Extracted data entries
[Start of Attachment]

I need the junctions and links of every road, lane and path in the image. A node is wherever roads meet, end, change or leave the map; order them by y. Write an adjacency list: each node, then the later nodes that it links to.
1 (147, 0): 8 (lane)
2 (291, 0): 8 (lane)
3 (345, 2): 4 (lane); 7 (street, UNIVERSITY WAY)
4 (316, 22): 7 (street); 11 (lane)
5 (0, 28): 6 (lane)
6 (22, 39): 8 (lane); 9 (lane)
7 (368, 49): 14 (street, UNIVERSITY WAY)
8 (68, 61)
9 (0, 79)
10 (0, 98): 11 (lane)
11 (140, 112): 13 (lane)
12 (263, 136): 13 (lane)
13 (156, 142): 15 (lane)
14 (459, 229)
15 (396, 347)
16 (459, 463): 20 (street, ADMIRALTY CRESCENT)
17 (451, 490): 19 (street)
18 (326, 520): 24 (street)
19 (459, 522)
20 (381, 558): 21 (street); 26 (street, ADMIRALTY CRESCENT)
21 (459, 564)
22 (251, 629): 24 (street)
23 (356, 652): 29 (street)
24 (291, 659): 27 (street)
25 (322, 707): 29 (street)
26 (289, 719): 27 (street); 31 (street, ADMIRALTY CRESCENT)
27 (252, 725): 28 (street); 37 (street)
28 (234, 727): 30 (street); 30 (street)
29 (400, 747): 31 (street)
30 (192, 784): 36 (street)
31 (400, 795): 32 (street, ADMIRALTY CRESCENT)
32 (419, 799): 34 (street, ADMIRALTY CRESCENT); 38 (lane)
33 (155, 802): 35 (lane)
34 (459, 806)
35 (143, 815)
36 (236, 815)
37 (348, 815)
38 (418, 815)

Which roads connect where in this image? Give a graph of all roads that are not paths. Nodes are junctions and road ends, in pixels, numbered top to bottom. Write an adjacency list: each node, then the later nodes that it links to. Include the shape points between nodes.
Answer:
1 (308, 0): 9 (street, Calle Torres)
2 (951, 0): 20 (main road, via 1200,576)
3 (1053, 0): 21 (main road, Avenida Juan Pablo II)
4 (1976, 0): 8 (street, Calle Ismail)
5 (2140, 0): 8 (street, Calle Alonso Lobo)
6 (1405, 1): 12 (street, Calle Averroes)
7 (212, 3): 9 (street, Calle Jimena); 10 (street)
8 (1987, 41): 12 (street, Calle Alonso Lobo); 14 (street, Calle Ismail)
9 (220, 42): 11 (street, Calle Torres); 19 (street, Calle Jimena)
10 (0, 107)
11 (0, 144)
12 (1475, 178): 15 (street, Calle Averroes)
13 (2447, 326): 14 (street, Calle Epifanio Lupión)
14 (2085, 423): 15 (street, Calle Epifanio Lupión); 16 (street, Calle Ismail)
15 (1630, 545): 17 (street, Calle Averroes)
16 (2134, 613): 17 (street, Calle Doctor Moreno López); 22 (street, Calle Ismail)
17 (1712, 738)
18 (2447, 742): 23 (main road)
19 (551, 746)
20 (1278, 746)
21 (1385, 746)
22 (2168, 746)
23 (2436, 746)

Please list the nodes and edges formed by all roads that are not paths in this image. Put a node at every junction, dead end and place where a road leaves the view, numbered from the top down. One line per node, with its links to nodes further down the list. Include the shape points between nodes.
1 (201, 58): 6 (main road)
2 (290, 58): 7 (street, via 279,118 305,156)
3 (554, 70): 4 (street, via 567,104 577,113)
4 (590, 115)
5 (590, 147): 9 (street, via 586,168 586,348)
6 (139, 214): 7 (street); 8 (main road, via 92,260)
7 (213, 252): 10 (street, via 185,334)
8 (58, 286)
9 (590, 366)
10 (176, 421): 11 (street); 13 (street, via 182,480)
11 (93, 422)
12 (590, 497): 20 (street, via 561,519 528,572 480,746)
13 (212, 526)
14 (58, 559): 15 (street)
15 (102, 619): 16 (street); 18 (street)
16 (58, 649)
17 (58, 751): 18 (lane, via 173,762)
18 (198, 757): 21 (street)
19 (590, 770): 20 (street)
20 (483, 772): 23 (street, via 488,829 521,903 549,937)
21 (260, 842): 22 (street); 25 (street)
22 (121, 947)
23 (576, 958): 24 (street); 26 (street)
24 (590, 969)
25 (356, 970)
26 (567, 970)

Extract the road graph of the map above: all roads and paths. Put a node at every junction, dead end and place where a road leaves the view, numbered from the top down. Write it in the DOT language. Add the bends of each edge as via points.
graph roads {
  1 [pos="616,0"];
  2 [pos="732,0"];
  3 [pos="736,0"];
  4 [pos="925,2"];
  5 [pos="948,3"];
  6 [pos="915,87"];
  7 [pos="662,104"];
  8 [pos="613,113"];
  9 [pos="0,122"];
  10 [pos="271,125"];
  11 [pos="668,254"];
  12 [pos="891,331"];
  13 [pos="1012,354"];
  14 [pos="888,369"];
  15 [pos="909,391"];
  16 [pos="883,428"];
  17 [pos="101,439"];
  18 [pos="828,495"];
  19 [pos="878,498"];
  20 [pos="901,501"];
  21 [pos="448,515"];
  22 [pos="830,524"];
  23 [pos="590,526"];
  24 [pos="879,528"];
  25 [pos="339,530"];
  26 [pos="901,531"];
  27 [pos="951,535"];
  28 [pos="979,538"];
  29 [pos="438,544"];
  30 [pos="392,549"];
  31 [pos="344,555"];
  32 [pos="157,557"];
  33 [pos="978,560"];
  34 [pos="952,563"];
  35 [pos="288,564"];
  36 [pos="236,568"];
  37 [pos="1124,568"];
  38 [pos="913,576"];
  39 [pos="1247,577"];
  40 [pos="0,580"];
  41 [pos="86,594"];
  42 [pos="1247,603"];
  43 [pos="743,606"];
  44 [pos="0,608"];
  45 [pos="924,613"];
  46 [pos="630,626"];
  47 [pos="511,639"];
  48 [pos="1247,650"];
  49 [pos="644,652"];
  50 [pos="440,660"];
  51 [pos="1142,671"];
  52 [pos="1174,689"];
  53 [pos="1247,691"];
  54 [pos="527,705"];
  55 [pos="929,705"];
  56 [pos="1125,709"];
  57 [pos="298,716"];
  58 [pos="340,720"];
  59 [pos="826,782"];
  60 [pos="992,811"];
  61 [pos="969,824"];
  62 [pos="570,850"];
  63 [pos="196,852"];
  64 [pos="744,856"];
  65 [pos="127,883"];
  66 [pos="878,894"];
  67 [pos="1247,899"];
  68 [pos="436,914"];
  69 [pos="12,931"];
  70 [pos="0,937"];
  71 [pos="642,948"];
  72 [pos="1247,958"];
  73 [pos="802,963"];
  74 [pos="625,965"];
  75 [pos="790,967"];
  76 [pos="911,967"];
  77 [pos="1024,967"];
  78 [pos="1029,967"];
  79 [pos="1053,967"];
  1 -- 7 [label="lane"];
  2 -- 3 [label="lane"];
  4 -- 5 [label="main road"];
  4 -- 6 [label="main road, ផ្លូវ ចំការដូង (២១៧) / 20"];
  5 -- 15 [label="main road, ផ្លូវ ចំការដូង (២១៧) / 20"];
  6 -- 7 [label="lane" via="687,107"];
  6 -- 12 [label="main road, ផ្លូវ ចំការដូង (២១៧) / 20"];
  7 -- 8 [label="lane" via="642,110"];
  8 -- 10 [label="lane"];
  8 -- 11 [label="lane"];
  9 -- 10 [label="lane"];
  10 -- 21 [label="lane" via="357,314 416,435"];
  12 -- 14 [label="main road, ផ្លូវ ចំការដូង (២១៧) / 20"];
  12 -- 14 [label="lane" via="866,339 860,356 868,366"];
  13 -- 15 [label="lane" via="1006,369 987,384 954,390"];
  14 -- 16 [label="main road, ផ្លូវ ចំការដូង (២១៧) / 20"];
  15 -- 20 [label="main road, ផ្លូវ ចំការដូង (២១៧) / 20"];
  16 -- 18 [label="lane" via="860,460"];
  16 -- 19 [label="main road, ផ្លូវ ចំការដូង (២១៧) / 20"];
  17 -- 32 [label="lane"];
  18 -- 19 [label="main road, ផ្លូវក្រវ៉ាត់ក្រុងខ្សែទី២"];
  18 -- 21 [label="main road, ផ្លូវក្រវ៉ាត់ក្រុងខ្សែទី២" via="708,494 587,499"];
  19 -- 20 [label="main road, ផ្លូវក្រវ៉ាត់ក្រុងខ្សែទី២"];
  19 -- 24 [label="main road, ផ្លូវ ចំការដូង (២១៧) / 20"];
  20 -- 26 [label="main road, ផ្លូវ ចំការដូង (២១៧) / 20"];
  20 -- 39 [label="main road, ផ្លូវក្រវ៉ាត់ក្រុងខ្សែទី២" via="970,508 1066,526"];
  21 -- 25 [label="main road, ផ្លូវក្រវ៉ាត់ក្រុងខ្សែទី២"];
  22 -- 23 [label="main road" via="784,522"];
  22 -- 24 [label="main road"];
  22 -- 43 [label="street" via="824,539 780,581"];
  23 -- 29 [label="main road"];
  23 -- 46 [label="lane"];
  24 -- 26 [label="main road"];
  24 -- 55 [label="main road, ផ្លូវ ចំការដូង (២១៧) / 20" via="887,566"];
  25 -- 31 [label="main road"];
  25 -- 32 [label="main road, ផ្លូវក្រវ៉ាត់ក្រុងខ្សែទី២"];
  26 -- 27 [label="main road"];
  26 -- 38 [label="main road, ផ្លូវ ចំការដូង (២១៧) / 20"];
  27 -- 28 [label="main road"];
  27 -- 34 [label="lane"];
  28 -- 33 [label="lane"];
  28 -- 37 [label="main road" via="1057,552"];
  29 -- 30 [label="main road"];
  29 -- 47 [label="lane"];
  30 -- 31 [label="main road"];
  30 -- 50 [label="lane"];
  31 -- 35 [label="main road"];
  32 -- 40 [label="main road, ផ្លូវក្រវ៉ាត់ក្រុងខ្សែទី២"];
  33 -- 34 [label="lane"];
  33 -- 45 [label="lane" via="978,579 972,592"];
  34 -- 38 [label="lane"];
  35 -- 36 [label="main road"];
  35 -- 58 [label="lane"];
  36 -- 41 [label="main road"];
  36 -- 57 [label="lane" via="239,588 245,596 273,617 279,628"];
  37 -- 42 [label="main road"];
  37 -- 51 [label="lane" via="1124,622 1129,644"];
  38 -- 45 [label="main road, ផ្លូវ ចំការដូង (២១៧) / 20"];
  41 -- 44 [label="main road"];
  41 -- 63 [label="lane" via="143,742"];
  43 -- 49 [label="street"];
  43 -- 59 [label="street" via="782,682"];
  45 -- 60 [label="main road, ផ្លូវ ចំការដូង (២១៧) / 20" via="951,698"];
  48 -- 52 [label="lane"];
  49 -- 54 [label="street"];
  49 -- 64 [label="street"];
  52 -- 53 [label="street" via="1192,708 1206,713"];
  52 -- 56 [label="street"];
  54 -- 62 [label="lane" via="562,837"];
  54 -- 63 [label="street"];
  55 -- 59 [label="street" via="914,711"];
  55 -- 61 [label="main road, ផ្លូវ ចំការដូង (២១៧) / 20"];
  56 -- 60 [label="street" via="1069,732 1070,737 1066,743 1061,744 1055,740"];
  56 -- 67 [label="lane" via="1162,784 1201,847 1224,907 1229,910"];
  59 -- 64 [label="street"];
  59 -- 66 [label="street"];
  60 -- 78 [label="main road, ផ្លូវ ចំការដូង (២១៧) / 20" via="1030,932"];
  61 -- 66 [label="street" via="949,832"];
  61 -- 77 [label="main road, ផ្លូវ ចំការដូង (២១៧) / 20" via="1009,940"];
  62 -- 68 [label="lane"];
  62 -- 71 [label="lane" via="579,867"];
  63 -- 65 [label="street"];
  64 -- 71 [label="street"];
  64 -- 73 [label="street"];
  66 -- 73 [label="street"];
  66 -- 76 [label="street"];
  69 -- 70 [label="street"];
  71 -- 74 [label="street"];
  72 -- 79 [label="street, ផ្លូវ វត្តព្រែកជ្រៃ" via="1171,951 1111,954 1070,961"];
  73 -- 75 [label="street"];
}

[End of Attachment]

* **PROBLEM STATEMENT**
Go through the entries above and tally each line that has the word "Torres"; reply with the tally and nothing else.

* **RESPONSE FOR THIS EXERCISE**
2